Provided records section start

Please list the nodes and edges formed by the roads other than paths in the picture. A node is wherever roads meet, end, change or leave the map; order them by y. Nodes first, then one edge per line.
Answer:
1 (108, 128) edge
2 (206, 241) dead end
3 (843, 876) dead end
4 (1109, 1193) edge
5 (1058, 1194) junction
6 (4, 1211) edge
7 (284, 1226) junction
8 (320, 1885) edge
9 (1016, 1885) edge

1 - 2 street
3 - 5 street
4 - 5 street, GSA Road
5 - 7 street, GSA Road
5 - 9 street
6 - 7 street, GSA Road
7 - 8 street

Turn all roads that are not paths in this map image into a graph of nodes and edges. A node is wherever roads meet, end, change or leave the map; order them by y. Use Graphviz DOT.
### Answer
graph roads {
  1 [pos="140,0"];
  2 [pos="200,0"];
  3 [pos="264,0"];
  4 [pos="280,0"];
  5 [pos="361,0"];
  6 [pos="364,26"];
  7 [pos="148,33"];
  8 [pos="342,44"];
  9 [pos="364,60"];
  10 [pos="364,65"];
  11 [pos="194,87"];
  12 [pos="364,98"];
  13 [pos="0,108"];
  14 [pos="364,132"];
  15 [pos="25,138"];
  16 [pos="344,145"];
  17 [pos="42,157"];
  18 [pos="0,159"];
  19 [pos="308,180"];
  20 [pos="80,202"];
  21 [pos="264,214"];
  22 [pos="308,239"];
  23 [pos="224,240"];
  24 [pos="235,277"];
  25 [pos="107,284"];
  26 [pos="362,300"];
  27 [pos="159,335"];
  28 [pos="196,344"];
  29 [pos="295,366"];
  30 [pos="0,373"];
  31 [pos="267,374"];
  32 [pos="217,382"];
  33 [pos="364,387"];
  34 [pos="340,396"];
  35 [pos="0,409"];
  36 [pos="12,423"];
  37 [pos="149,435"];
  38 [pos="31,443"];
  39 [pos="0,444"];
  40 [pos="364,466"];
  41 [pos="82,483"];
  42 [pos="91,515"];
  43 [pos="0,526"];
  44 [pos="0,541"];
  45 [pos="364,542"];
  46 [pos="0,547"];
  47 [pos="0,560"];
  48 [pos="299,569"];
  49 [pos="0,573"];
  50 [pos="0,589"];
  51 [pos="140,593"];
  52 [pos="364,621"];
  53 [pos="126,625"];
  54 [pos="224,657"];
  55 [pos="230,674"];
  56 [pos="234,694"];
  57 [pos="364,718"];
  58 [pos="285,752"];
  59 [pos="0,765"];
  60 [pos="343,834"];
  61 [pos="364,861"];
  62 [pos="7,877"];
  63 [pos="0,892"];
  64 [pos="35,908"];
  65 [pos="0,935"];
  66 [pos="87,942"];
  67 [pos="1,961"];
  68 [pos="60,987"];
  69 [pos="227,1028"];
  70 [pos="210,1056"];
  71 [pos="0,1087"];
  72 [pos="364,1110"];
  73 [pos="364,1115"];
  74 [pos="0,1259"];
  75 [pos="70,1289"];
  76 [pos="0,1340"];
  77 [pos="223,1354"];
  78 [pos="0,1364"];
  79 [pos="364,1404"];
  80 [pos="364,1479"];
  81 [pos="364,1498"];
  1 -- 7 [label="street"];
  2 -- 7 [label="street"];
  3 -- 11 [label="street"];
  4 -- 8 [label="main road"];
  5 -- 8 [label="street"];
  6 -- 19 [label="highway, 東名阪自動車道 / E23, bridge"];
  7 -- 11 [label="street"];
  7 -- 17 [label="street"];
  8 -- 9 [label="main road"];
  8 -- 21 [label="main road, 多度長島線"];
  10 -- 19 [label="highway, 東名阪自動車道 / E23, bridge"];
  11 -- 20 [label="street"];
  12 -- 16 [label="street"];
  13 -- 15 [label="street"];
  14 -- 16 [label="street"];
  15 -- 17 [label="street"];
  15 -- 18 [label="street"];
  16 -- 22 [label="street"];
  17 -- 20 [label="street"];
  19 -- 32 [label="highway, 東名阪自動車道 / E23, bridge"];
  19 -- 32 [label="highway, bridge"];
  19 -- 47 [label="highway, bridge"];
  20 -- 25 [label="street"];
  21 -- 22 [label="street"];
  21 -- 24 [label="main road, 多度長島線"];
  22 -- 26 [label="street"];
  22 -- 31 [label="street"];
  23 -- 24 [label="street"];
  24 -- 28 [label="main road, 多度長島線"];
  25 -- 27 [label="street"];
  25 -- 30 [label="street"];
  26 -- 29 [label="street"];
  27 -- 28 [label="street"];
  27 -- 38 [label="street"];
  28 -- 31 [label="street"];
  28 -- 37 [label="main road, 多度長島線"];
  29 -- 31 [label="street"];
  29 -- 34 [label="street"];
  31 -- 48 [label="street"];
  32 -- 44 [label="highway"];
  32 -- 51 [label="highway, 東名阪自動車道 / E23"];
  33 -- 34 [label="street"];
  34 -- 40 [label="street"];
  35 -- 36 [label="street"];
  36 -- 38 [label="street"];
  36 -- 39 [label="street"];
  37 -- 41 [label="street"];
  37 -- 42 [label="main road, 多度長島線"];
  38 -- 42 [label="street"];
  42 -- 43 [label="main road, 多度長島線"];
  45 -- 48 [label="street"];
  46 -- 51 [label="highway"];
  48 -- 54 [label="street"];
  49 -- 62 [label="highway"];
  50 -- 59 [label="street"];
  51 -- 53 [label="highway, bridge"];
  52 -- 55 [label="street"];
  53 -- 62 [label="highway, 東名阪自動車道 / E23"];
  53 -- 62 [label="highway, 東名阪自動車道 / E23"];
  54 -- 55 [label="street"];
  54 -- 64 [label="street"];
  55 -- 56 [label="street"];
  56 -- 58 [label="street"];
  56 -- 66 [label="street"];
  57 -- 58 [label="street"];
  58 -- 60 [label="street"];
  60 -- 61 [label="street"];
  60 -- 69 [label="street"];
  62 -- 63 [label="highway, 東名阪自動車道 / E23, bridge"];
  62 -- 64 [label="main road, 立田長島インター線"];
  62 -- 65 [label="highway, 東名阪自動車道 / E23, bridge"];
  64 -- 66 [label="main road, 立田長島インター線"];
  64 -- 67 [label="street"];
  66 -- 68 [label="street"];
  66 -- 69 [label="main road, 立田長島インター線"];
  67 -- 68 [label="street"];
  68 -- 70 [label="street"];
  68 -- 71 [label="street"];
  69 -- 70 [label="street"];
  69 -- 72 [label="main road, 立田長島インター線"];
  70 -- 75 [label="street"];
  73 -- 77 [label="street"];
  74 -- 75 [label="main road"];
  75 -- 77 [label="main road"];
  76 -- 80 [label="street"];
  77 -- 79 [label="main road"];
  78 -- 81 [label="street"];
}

Provided records section end

» **Exercise**:
For each line in the records that contains the word "bridge", make a copy.

» **Answer box**:
  6 -- 19 [label="highway, 東名阪自動車道 / E23, bridge"];
  10 -- 19 [label="highway, 東名阪自動車道 / E23, bridge"];
  19 -- 32 [label="highway, 東名阪自動車道 / E23, bridge"];
  19 -- 32 [label="highway, bridge"];
  19 -- 47 [label="highway, bridge"];
  51 -- 53 [label="highway, bridge"];
  62 -- 63 [label="highway, 東名阪自動車道 / E23, bridge"];
  62 -- 65 [label="highway, 東名阪自動車道 / E23, bridge"];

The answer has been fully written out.